Stored data:
* * * * *

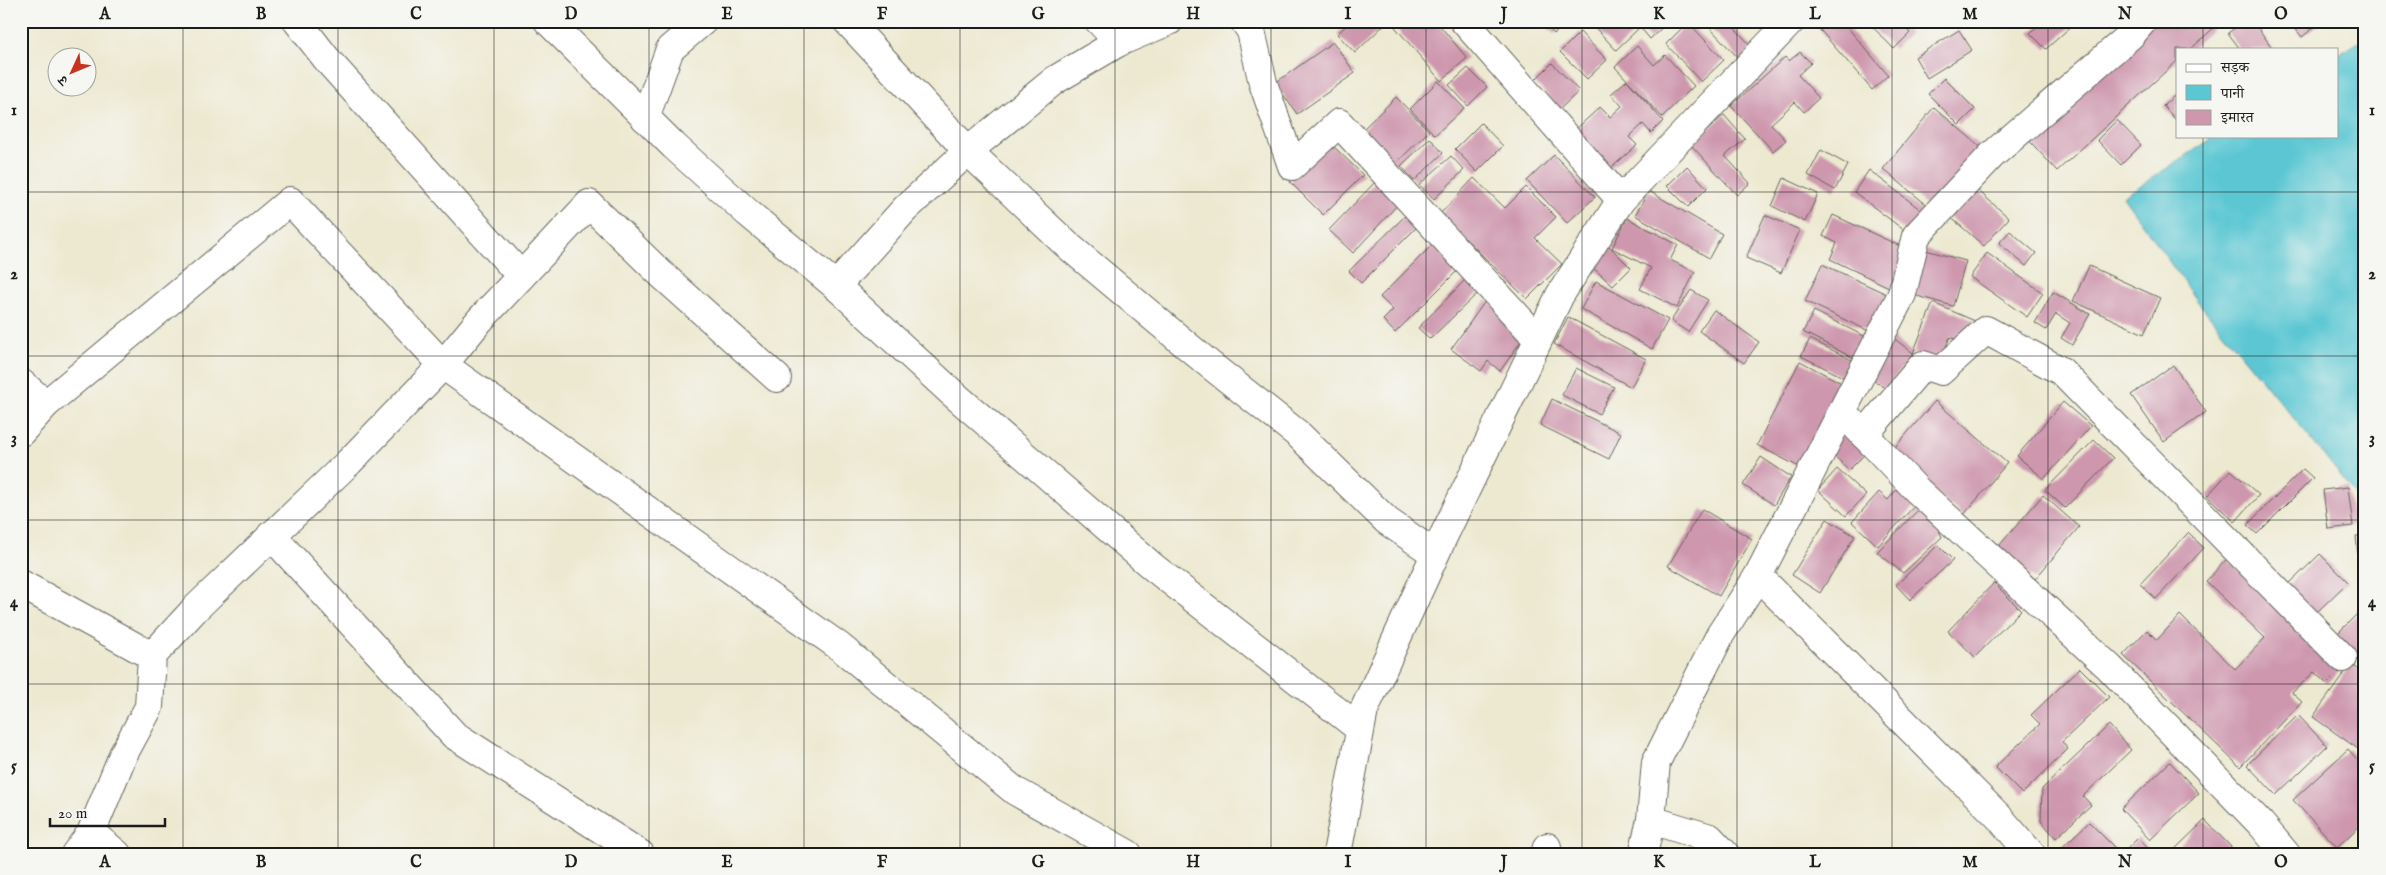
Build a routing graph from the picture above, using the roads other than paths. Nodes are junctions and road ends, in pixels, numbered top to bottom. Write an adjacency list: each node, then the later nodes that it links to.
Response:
1 (296, 21): 15 (street)
2 (548, 21): 12 (street)
3 (703, 21): 12 (street)
4 (847, 21): 13 (street)
5 (1100, 21): 11 (street)
6 (1169, 21): 11 (street)
7 (1244, 21): 17 (street)
8 (1464, 21): 14 (street)
9 (1791, 21): 14 (street)
10 (2143, 21): 22 (street)
11 (1119, 42): 13 (street)
12 (645, 118): 16 (street)
13 (968, 151): 16 (street); 26 (street)
14 (1622, 200): 17 (street)
15 (521, 276): 18 (street); 19 (street)
16 (836, 286): 31 (street)
17 (1538, 339): 26 (street)
18 (443, 365): 21 (street); 25 (street); 36 (street)
19 (777, 378)
20 (21, 383): 21 (street)
21 (46, 404): 23 (street)
22 (1842, 413): 24 (street); 27 (street)
23 (21, 432)
24 (1864, 435): 30 (street); 41 (street)
25 (271, 535): 29 (street); 35 (street)
26 (1435, 554): 31 (street)
27 (1758, 576): 32 (street); 40 (street)
28 (21, 584): 29 (street)
29 (152, 656): 33 (street)
30 (2343, 658)
31 (1360, 729): 37 (street)
32 (1650, 820): 38 (street); 39 (street)
33 (83, 843): 34 (street)
34 (117, 854)
35 (640, 854)
36 (1128, 854)
37 (1337, 854)
38 (1642, 854)
39 (1725, 854)
40 (2031, 854)
41 (2286, 854)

* * * * *

Exercise brief → Your reply must reproduce all of the entries exactly and contain no pictures.

Output for this exercise →
Build a routing graph from the picture above, using the roads other than paths. Nodes are junctions and road ends, in pixels, numbered top to bottom. Write an adjacency list: each node, then the later nodes that it links to.
Response:
1 (296, 21): 15 (street)
2 (548, 21): 12 (street)
3 (703, 21): 12 (street)
4 (847, 21): 13 (street)
5 (1100, 21): 11 (street)
6 (1169, 21): 11 (street)
7 (1244, 21): 17 (street)
8 (1464, 21): 14 (street)
9 (1791, 21): 14 (street)
10 (2143, 21): 22 (street)
11 (1119, 42): 13 (street)
12 (645, 118): 16 (street)
13 (968, 151): 16 (street); 26 (street)
14 (1622, 200): 17 (street)
15 (521, 276): 18 (street); 19 (street)
16 (836, 286): 31 (street)
17 (1538, 339): 26 (street)
18 (443, 365): 21 (street); 25 (street); 36 (street)
19 (777, 378)
20 (21, 383): 21 (street)
21 (46, 404): 23 (street)
22 (1842, 413): 24 (street); 27 (street)
23 (21, 432)
24 (1864, 435): 30 (street); 41 (street)
25 (271, 535): 29 (street); 35 (street)
26 (1435, 554): 31 (street)
27 (1758, 576): 32 (street); 40 (street)
28 (21, 584): 29 (street)
29 (152, 656): 33 (street)
30 (2343, 658)
31 (1360, 729): 37 (street)
32 (1650, 820): 38 (street); 39 (street)
33 (83, 843): 34 (street)
34 (117, 854)
35 (640, 854)
36 (1128, 854)
37 (1337, 854)
38 (1642, 854)
39 (1725, 854)
40 (2031, 854)
41 (2286, 854)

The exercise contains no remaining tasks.